Turning Evidence into Daily Practice
To make this vision operational, the project introduced CARE PATHS (Patient Assistance Tracking and Health Standards), or TRILHAS in Portuguese (Termo de Registro Integrado de Linha de Assistência) — structured flows that integrate clinical guidance, decision support tools, and documentation standards. Their goal is to reduce variation and cognitive load during critical moments.
“Each TRILHA or PATHS is more than a protocol,” explained Daniela Siccardi, IHI Director and project lead. “It’s a visual map of care — a kanban that shows what has been done and what still needs to happen while the patient is being treated.”
So far, PATHS to manage eight LTCs have been implemented: adult and pediatric sepsis, acute myocardial infarction, stroke, adult and pediatric respiratory failure, trauma, acute abdomen, heart failure, and violence detection.
For Adriana Gonçalves dos Santos, a nurse at UPA Tatuapé, “The PATHS is life. It helps us care for patients more safely and reduces the risk of errors.”
Results That Tell a Human Story
In just nine months, measurable improvements emerged:
- National Early Warning Score 2 (NEWS2) adherence at admission increased from 0 to 99 percent
- Sepsis bundle adherence improved from 26 percent to 89 percent
- Timely rescue in heart attacks improved from 62 percent to 90 percent
And more importantly, the general mortality rate was reduced by 15 percent. More than 72 lives were saved since the beginning of the project.
Behind these numbers are lives saved and health care professionals who feel more confident and proud of their work. As Márcio Silva Chaves, Marcelo Lima Nascimento, and Adriana Benetti from UPA Perus noted, “The project reduced care variability and brought teams together around a shared purpose: delivering a better experience for patients and health care professionals."

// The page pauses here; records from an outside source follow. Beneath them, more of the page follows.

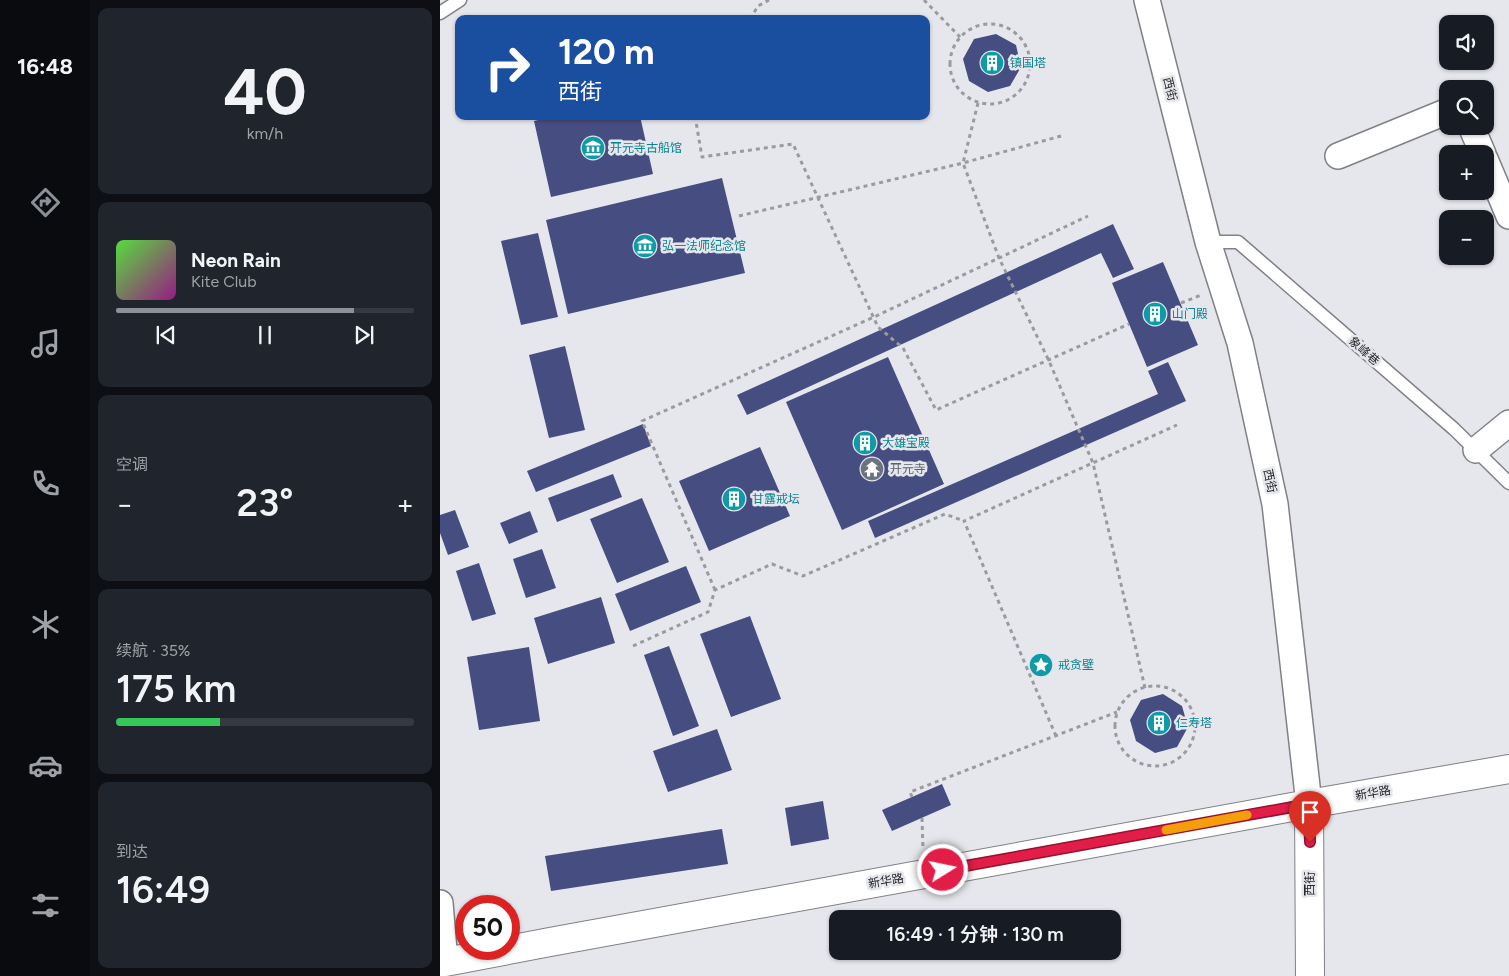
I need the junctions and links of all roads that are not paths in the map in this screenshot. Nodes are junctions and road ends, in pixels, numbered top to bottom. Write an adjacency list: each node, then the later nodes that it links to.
1 (460, 0): 3 (lane)
2 (1147, 0): 8 (street, 西街)
3 (440, 13)
4 (1439, 114): 5 (street)
5 (1338, 156)
6 (1494, 177): 7 (street)
7 (1507, 204)
8 (1208, 242): 10 (lane, 象峰巷); 13 (street, 西街)
9 (1509, 423): 10 (street)
10 (1476, 450): 11 (lane, 象峰巷)
11 (1509, 483)
12 (1509, 769): 13 (main road, 新华路)
13 (1309, 804): 15 (main road, 新华路); 16 (main road, 西街)
14 (440, 903): 15 (street)
15 (452, 963)
16 (1310, 976)

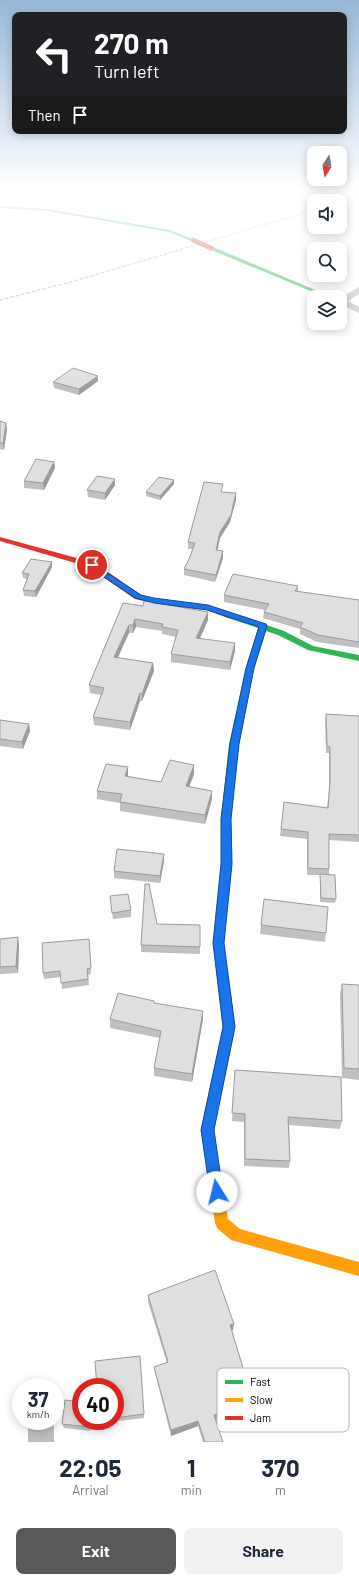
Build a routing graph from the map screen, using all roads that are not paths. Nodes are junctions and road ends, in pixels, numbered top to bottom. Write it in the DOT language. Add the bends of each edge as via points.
graph roads {
  1 [pos="234,257"];
  2 [pos="313,290"];
  3 [pos="359,290"];
  4 [pos="347,298"];
  5 [pos="347,305"];
  6 [pos="359,310"];
  7 [pos="0,539"];
  8 [pos="263,626"];
  9 [pos="359,658"];
  10 [pos="359,1269"];
  11 [pos="41,1430"];
  12 [pos="41,1442"];
  1 -- 2 [label="street, bridge"];
  3 -- 4 [label="street"];
  5 -- 6 [label="street"];
  7 -- 8 [label="street" via="92,565 138,596 154,601 208,608"];
  8 -- 9 [label="street" via="311,648"];
  8 -- 10 [label="street" via="250,668 234,744 226,819 227,864 218,943 229,1027 207,1130 222,1223 236,1235"];
  11 -- 12 [label="street"];
}
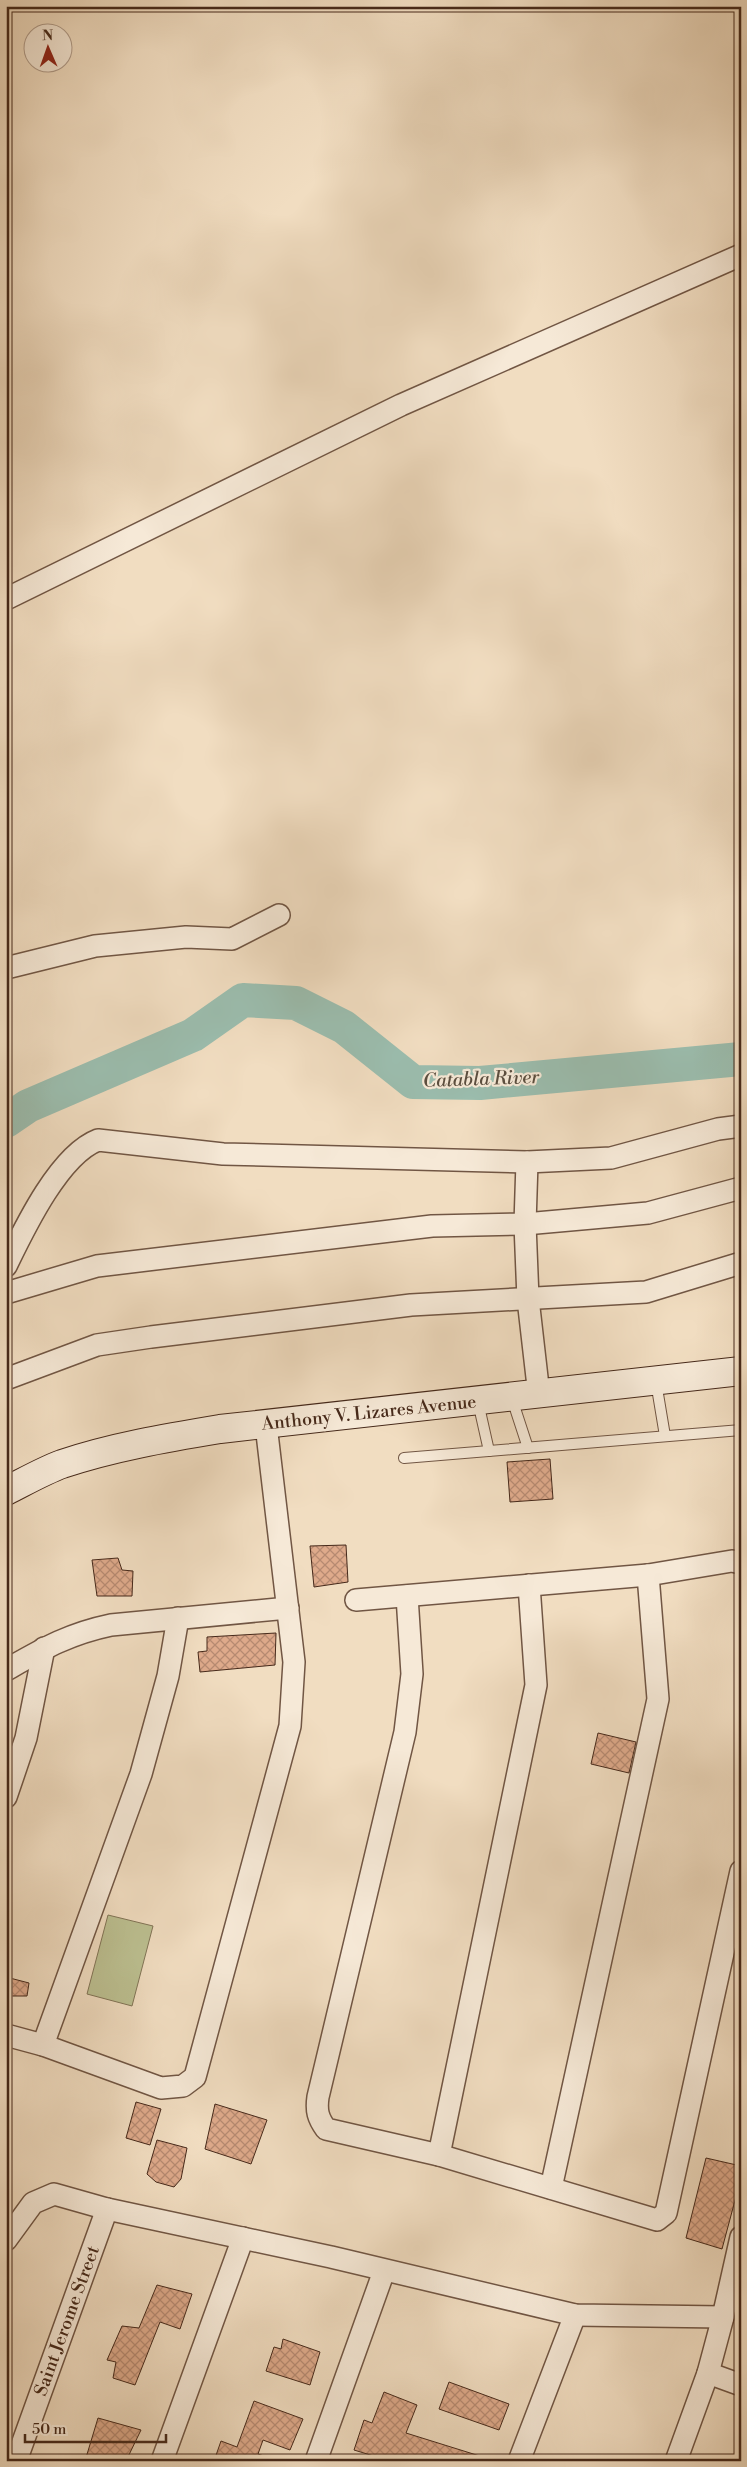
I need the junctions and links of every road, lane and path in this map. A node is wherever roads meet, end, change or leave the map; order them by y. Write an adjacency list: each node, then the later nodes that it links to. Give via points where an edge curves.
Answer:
1 (741, 254): 2 (street, via 402,405)
2 (6, 599)
3 (279, 915): 4 (street, via 232,939 186,937 95,946)
4 (6, 968)
5 (741, 1126): 6 (street, via 718,1129 611,1158)
6 (527, 1162): 8 (street); 10 (street, via 223,1154 98,1140 82,1149 51,1184)
7 (741, 1188): 8 (street, via 648,1213)
8 (525, 1224): 11 (street, via 432,1226 97,1266); 12 (street)
9 (741, 1263): 12 (street, via 646,1292)
10 (6, 1266)
11 (6, 1293)
12 (528, 1299): 14 (street, via 411,1305 97,1345); 16 (street)
13 (741, 1371): 15 (main road, Anthony V. Lizares Avenue)
14 (6, 1379)
15 (656, 1381): 16 (main road, Anthony V. Lizares Avenue); 21 (lane)
16 (539, 1395): 17 (main road, Anthony V. Lizares Avenue)
17 (512, 1398): 18 (main road, Anthony V. Lizares Avenue); 22 (lane)
18 (478, 1401): 19 (main road, Anthony V. Lizares Avenue); 23 (lane)
19 (266, 1425): 25 (main road, Anthony V. Lizares Avenue, via 220,1429 114,1449 60,1465); 31 (street)
20 (741, 1430): 21 (lane)
21 (665, 1436): 22 (lane)
22 (528, 1448): 23 (lane)
23 (489, 1451): 24 (lane)
24 (404, 1458)
25 (6, 1491)
26 (741, 1563): 27 (street, via 732,1561)
27 (648, 1575): 28 (street); 40 (street, via 658,1699)
28 (529, 1585): 29 (street); 39 (street, via 536,1686)
29 (407, 1596): 30 (street); 39 (street, via 412,1674 406,1732 316,2109 326,2129)
30 (356, 1600)
31 (288, 1608): 32 (street); 38 (street, via 294,1662 290,1726 195,2077 183,2086 161,2088)
32 (178, 1618): 33 (street, via 85,1630); 38 (street, via 168,1676 141,1774)
33 (44, 1648): 34 (street); 35 (street, via 26,1738)
34 (6, 1670)
35 (6, 1797)
36 (741, 1871): 40 (street, via 666,2212 657,2220)
37 (6, 2035): 38 (street)
38 (43, 2045)
39 (439, 2155): 40 (street)
40 (551, 2188)
41 (107, 2209): 42 (street); 43 (street, via 54,2194 33,2203); 50 (street, Saint Jerome Street)
42 (243, 2238): 45 (street); 51 (street)
43 (6, 2240)
44 (740, 2243): 47 (street)
45 (384, 2270): 46 (street); 52 (street)
46 (575, 2316): 47 (street); 53 (street)
47 (723, 2317): 48 (street)
48 (708, 2373): 49 (street); 54 (street)
49 (741, 2385)
50 (16, 2461)
51 (162, 2461)
52 (316, 2461)
53 (519, 2461)
54 (676, 2461)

More Than Technique: A Cultural Shift
“Today, in participating UPAs, the 5Rs and PATHS are part of daily routine,” says Maísa Ferreira, RN and Technical Expert for the Executive Secretariat for Primary Care, Specialty Care, and Health Surveillance of the São Paulo Municipal Health Department. “Nurses review scores during shift handovers, leaders run brief huddles, and a shared sense of purpose is visible in care. The PATHS became the new way of managing LTC in all UPA.
“UPA em Ação, an emergency care initiative transforming São Paulo’s urgent care centers, proves that equity and excellence can thrive together — even in a city as dynamic and complex as São Paulo — where every rescue is valued and every moment of reflection becomes an opportunity for growth. This initiative inspires both teams and patients, showing that when we prioritize every life and continuously learn from each experience, remarkable progress is not just possible, but inevitable,” concluded Ferreira.
Looking Ahead
As the project evolves, its lessons resonate beyond São Paulo:
- Standardization is not rigidity — it’s reliability with compassion.
- Measurement is not just counting — it’s giving meaning to work.
- Improvement is not an event — it’s a way of working together in service of life.
The next phase will deepen leadership engagement, integrate data systems, and ensure the long term sustainability of the 5Rs across São Paulo’s UPA.
Ederson Almeida, Director of Excellence in Healthcare at Einstein Hospital Israelita, stated, “This project exemplifies the Quintuple Aim by enhancing patient and provider experience, reducing waste and costs, improving population health, and centering equity in care.”
Paulo Borem is a Senior Director in IHI’s Latin American region.